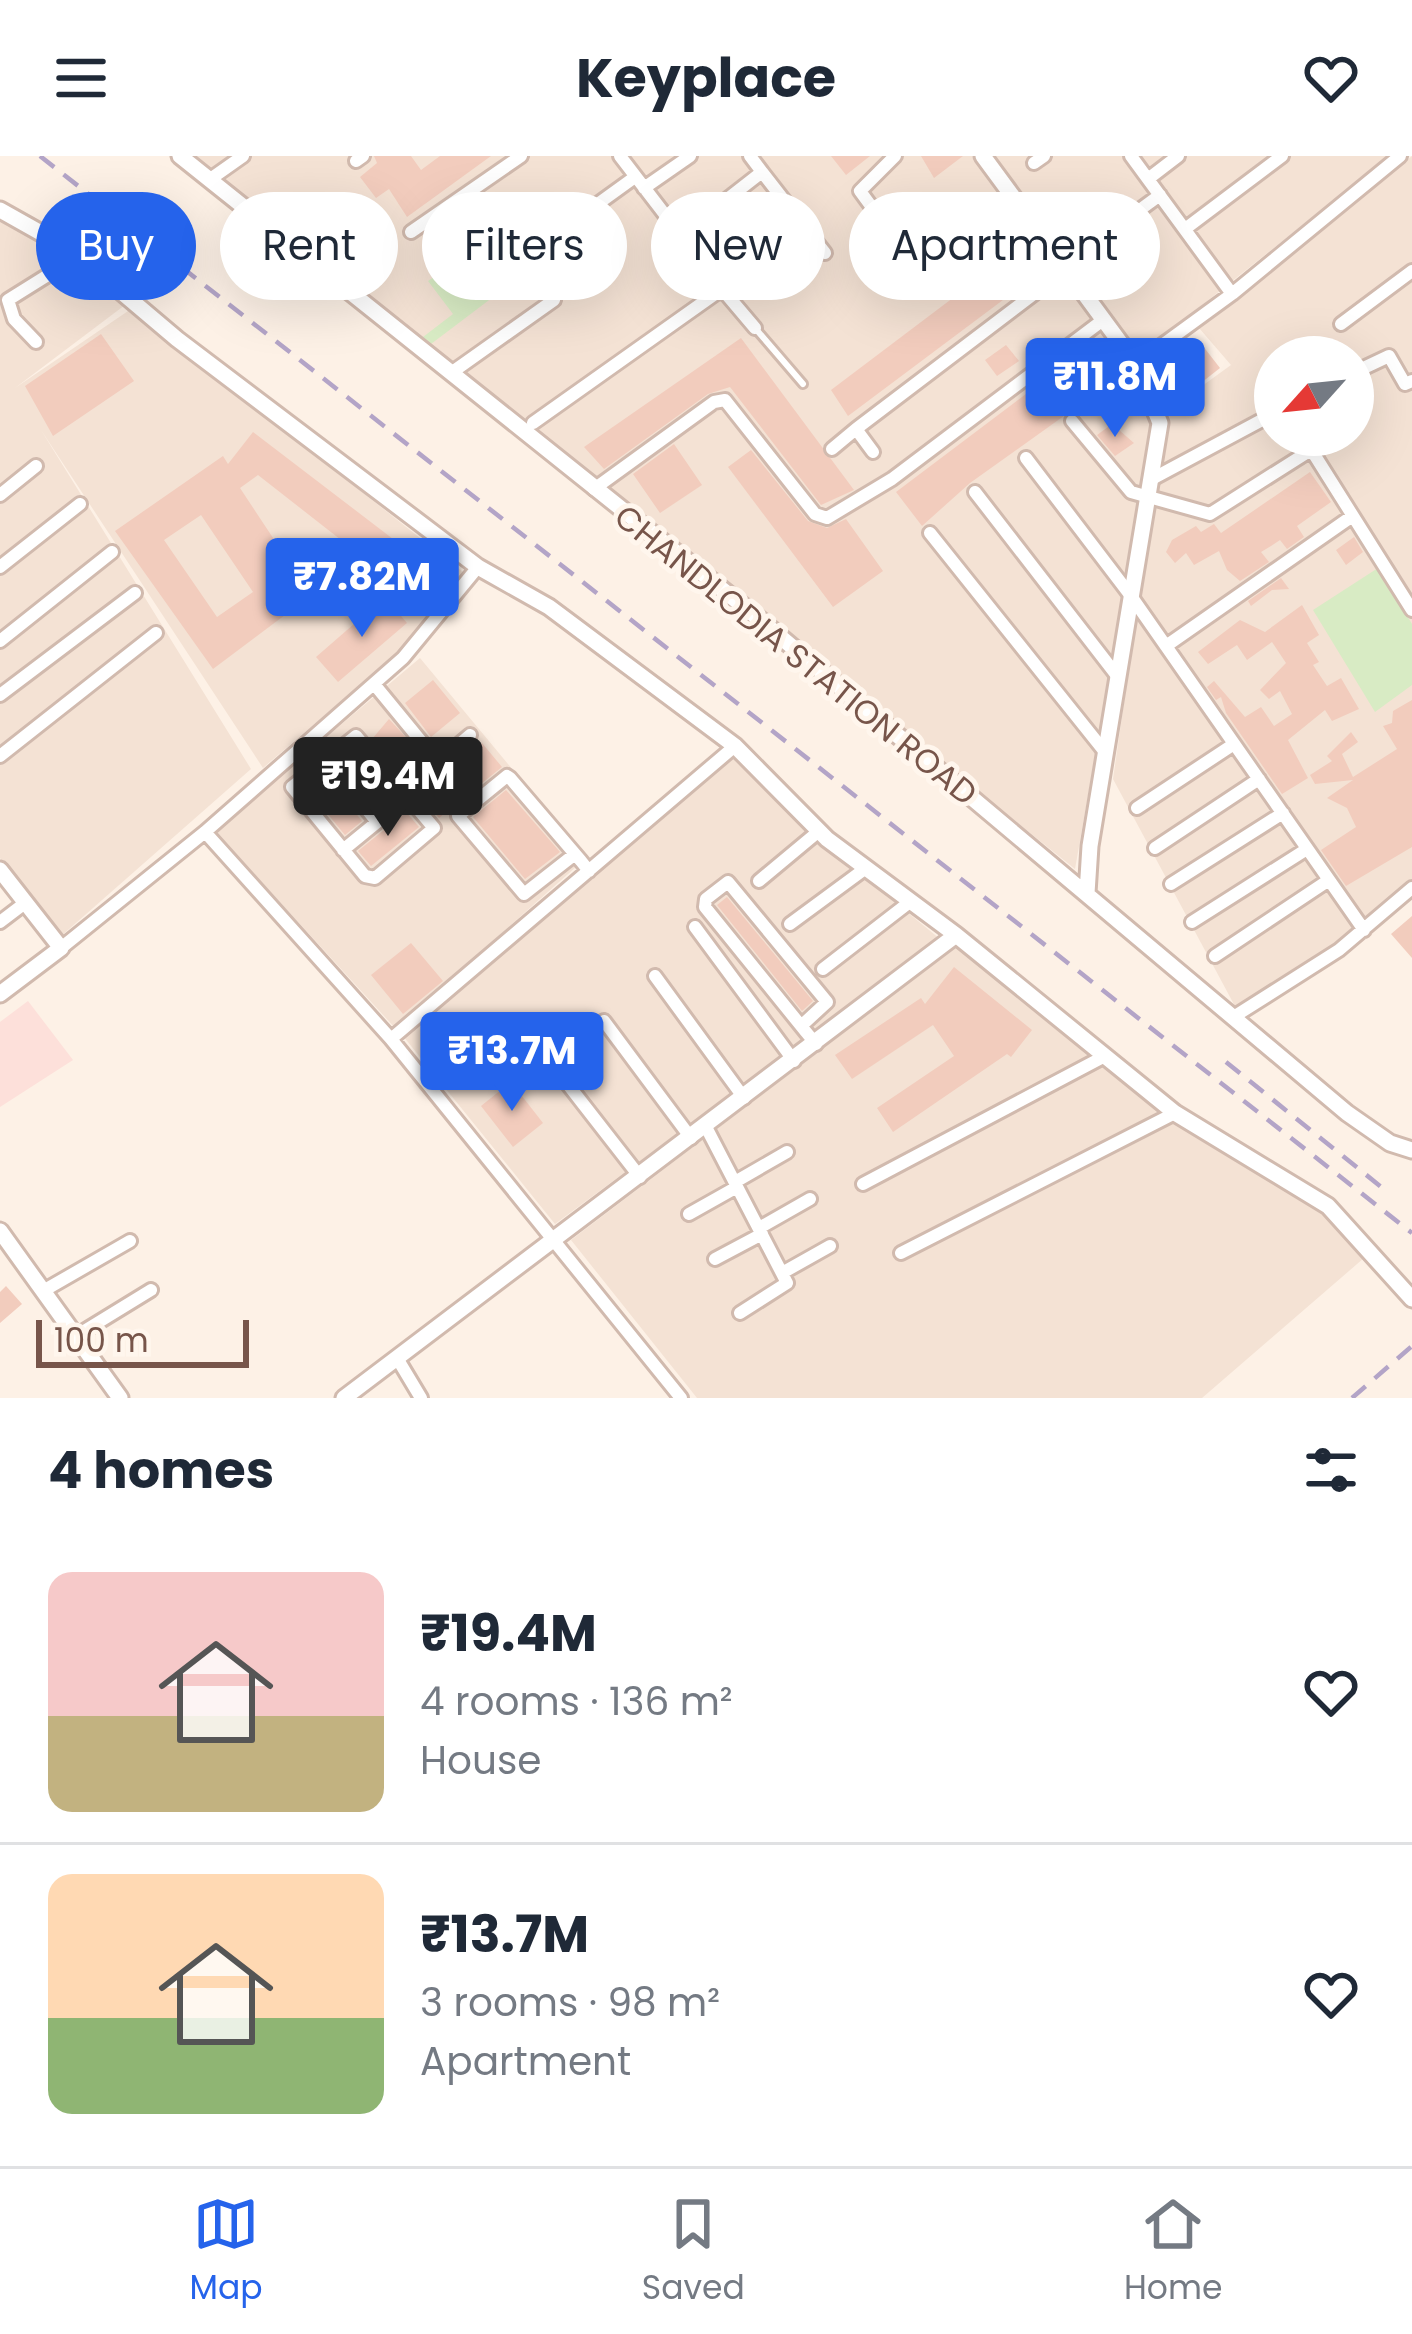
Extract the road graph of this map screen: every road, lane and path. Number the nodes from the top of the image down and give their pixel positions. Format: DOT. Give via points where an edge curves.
graph roads {
  1 [pos="181,156"];
  2 [pos="243,156"];
  3 [pos="521,156"];
  4 [pos="620,156"];
  5 [pos="690,156"];
  6 [pos="750,156"];
  7 [pos="895,156"];
  8 [pos="982,156"];
  9 [pos="1131,156"];
  10 [pos="1178,156"];
  11 [pos="1282,156"];
  12 [pos="1400,156"];
  13 [pos="762,172"];
  14 [pos="1148,179"];
  15 [pos="209,180"];
  16 [pos="639,183"];
  17 [pos="625,192"];
  18 [pos="736,192"];
  19 [pos="778,192"];
  20 [pos="861,192"];
  21 [pos="1009,192"];
  22 [pos="1158,192"];
  23 [pos="1160,195"];
  24 [pos="651,199"];
  25 [pos="0,210"];
  26 [pos="1185,229"];
  27 [pos="36,230"];
  28 [pos="411,232"];
  29 [pos="1412,271"];
  30 [pos="36,282"];
  31 [pos="1232,294"];
  32 [pos="131,300"];
  33 [pos="554,300"];
  34 [pos="708,300"];
  35 [pos="731,300"];
  36 [pos="1026,300"];
  37 [pos="1087,300"];
  38 [pos="1103,320"];
  39 [pos="1341,324"];
  40 [pos="755,328"];
  41 [pos="36,342"];
  42 [pos="1374,363"];
  43 [pos="1136,364"];
  44 [pos="452,373"];
  45 [pos="1412,381"];
  46 [pos="803,384"];
  47 [pos="1072,421"];
  48 [pos="533,423"];
  49 [pos="1254,424"];
  50 [pos="856,429"];
  51 [pos="832,448"];
  52 [pos="873,452"];
  53 [pos="1302,456"];
  54 [pos="1315,456"];
  55 [pos="1026,458"];
  56 [pos="36,466"];
  57 [pos="1150,480"];
  58 [pos="594,489"];
  59 [pos="975,492"];
  60 [pos="0,495"];
  61 [pos="1147,500"];
  62 [pos="80,504"];
  63 [pos="1351,517"];
  64 [pos="930,532"];
  65 [pos="112,552"];
  66 [pos="0,567"];
  67 [pos="478,567"];
  68 [pos="135,593"];
  69 [pos="1131,596"];
  70 [pos="1410,604"];
  71 [pos="156,633"];
  72 [pos="0,639"];
  73 [pos="1166,646"];
  74 [pos="1118,676"];
  75 [pos="374,684"];
  76 [pos="0,695"];
  77 [pos="470,735"];
  78 [pos="310,740"];
  79 [pos="1234,744"];
  80 [pos="735,746"];
  81 [pos="1105,752"];
  82 [pos="0,756"];
  83 [pos="324,758"];
  84 [pos="1258,779"];
  85 [pos="409,796"];
  86 [pos="1136,808"];
  87 [pos="1282,813"];
  88 [pos="377,822"];
  89 [pos="819,831"];
  90 [pos="205,832"];
  91 [pos="1155,848"];
  92 [pos="1307,849"];
  93 [pos="343,850"];
  94 [pos="575,854"];
  95 [pos="866,868"];
  96 [pos="0,871"];
  97 [pos="589,871"];
  98 [pos="1329,880"];
  99 [pos="759,881"];
  100 [pos="1171,884"];
  101 [pos="1087,893"];
  102 [pos="1409,897"];
  103 [pos="911,902"];
  104 [pos="25,903"];
  105 [pos="0,922"];
  106 [pos="1192,922"];
  107 [pos="790,925"];
  108 [pos="695,927"];
  109 [pos="1364,930"];
  110 [pos="956,935"];
  111 [pos="61,948"];
  112 [pos="1215,956"];
  113 [pos="823,969"];
  114 [pos="655,976"];
  115 [pos="0,994"];
  116 [pos="1235,1016"];
  117 [pos="604,1022"];
  118 [pos="801,1026"];
  119 [pos="391,1039"];
  120 [pos="816,1044"];
  121 [pos="1105,1056"];
  122 [pos="794,1061"];
  123 [pos="559,1073"];
  124 [pos="744,1098"];
  125 [pos="1175,1113"];
  126 [pos="706,1127"];
  127 [pos="691,1138"];
  128 [pos="1412,1150"];
  129 [pos="787,1152"];
  130 [pos="640,1177"];
  131 [pos="736,1184"];
  132 [pos="863,1184"];
  133 [pos="810,1199"];
  134 [pos="689,1214"];
  135 [pos="0,1231"];
  136 [pos="760,1231"];
  137 [pos="557,1239"];
  138 [pos="130,1241"];
  139 [pos="830,1246"];
  140 [pos="901,1253"];
  141 [pos="715,1259"];
  142 [pos="782,1273"];
  143 [pos="43,1291"];
  144 [pos="152,1291"];
  145 [pos="1412,1299"];
  146 [pos="740,1312"];
  147 [pos="76,1336"];
  148 [pos="397,1358"];
  149 [pos="120,1398"];
  150 [pos="344,1398"];
  151 [pos="421,1398"];
  152 [pos="681,1398"];
  1 -- 15 [label="street, CHANDLODIA STATION ROAD"];
  2 -- 15 [label="street"];
  3 -- 28 [label="street"];
  4 -- 16 [label="street"];
  5 -- 16 [label="street"];
  6 -- 13 [label="street"];
  7 -- 20 [label="street"];
  8 -- 21 [label="street"];
  9 -- 14 [label="street"];
  10 -- 14 [label="street"];
  11 -- 26 [label="street"];
  12 -- 31 [label="street"];
  13 -- 18 [label="street"];
  13 -- 19 [label="street"];
  14 -- 22 [label="street"];
  15 -- 44 [label="street, CHANDLODIA STATION ROAD"];
  16 -- 17 [label="street"];
  16 -- 24 [label="street"];
  23 -- 26 [label="street"];
  25 -- 27 [label="street"];
  26 -- 31 [label="street"];
  29 -- 39 [label="street"];
  30 -- 41 [label="street" via="8,300"];
  31 -- 43 [label="street"];
  32 -- 67 [label="street"];
  33 -- 44 [label="street"];
  34 -- 48 [label="street"];
  35 -- 40 [label="street"];
  36 -- 50 [label="street"];
  37 -- 38 [label="street"];
  38 -- 43 [label="street"];
  38 -- 58 [label="street" via="892,479 826,518 814,514 725,400"];
  40 -- 46 [label="lane"];
  42 -- 45 [label="street" via="1389,356 1405,384"];
  43 -- 57 [label="street" via="1160,423"];
  44 -- 58 [label="street, CHANDLODIA STATION ROAD"];
  47 -- 61 [label="street" via="1124,486"];
  49 -- 57 [label="street"];
  50 -- 51 [label="street"];
  50 -- 52 [label="street"];
  53 -- 61 [label="street" via="1210,514"];
  54 -- 63 [label="street"];
  55 -- 69 [label="street"];
  56 -- 60 [label="street"];
  57 -- 61 [label="street"];
  58 -- 101 [label="street, CHANDLODIA STATION ROAD"];
  59 -- 74 [label="street"];
  61 -- 69 [label="street"];
  62 -- 66 [label="street"];
  63 -- 70 [label="street"];
  63 -- 73 [label="street"];
  64 -- 81 [label="street"];
  65 -- 72 [label="street"];
  67 -- 75 [label="street"];
  67 -- 80 [label="street" via="549,607"];
  68 -- 76 [label="street"];
  69 -- 73 [label="street"];
  69 -- 74 [label="street"];
  71 -- 82 [label="street"];
  73 -- 79 [label="street"];
  74 -- 81 [label="street"];
  75 -- 77 [label="street" via="434,757 444,758"];
  75 -- 78 [label="street"];
  78 -- 83 [label="street"];
  78 -- 90 [label="street"];
  79 -- 84 [label="street"];
  79 -- 86 [label="street"];
  80 -- 89 [label="street"];
  80 -- 97 [label="street"];
  81 -- 101 [label="street"];
  83 -- 85 [label="street" via="356,736"];
  83 -- 88 [label="street"];
  83 -- 93 [label="street" via="292,787"];
  84 -- 87 [label="street"];
  84 -- 91 [label="street"];
  85 -- 88 [label="street"];
  85 -- 93 [label="street" via="434,828 381,873 365,876"];
  87 -- 92 [label="street"];
  87 -- 100 [label="street"];
  88 -- 93 [label="street"];
  89 -- 95 [label="street"];
  89 -- 99 [label="street"];
  90 -- 111 [label="street"];
  90 -- 119 [label="street"];
  92 -- 98 [label="street"];
  92 -- 106 [label="street"];
  94 -- 94 [label="street" via="507,776 458,816 524,894"];
  94 -- 97 [label="street"];
  95 -- 103 [label="street"];
  95 -- 107 [label="street"];
  96 -- 104 [label="street"];
  97 -- 119 [label="street"];
  98 -- 109 [label="street"];
  98 -- 112 [label="street"];
  101 -- 116 [label="street, CHANDLODIA STATION ROAD"];
  102 -- 109 [label="street"];
  103 -- 110 [label="street"];
  103 -- 113 [label="street"];
  104 -- 105 [label="street"];
  104 -- 111 [label="street"];
  108 -- 122 [label="street"];
  109 -- 116 [label="street"];
  110 -- 120 [label="street"];
  110 -- 121 [label="street"];
  111 -- 115 [label="street"];
  114 -- 124 [label="street"];
  116 -- 128 [label="street, CHANDLODIA STATION ROAD" via="1347,1113"];
  117 -- 127 [label="street"];
  118 -- 118 [label="street" via="705,907 728,881 826,1002"];
  118 -- 120 [label="street"];
  119 -- 137 [label="street"];
  120 -- 122 [label="street"];
  121 -- 125 [label="street"];
  121 -- 132 [label="street"];
  122 -- 124 [label="street"];
  123 -- 130 [label="street"];
  124 -- 126 [label="street"];
  125 -- 140 [label="street"];
  125 -- 145 [label="street" via="1328,1206"];
  126 -- 127 [label="street"];
  126 -- 131 [label="street"];
  127 -- 130 [label="street"];
  129 -- 131 [label="street"];
  130 -- 137 [label="street"];
  131 -- 134 [label="street"];
  131 -- 136 [label="street"];
  133 -- 136 [label="street"];
  135 -- 143 [label="street"];
  136 -- 141 [label="street"];
  136 -- 142 [label="street"];
  137 -- 148 [label="street"];
  137 -- 152 [label="street"];
  138 -- 143 [label="street"];
  139 -- 142 [label="street"];
  142 -- 146 [label="street" via="785,1287"];
  143 -- 147 [label="street"];
  144 -- 147 [label="street"];
  147 -- 149 [label="street"];
  148 -- 150 [label="street"];
  148 -- 151 [label="street"];
}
****************
**Work required:**
Each line that includes the word "lane" counts once; report how many such lines the entries have, and nothing else.

**Output of the exercise:**
2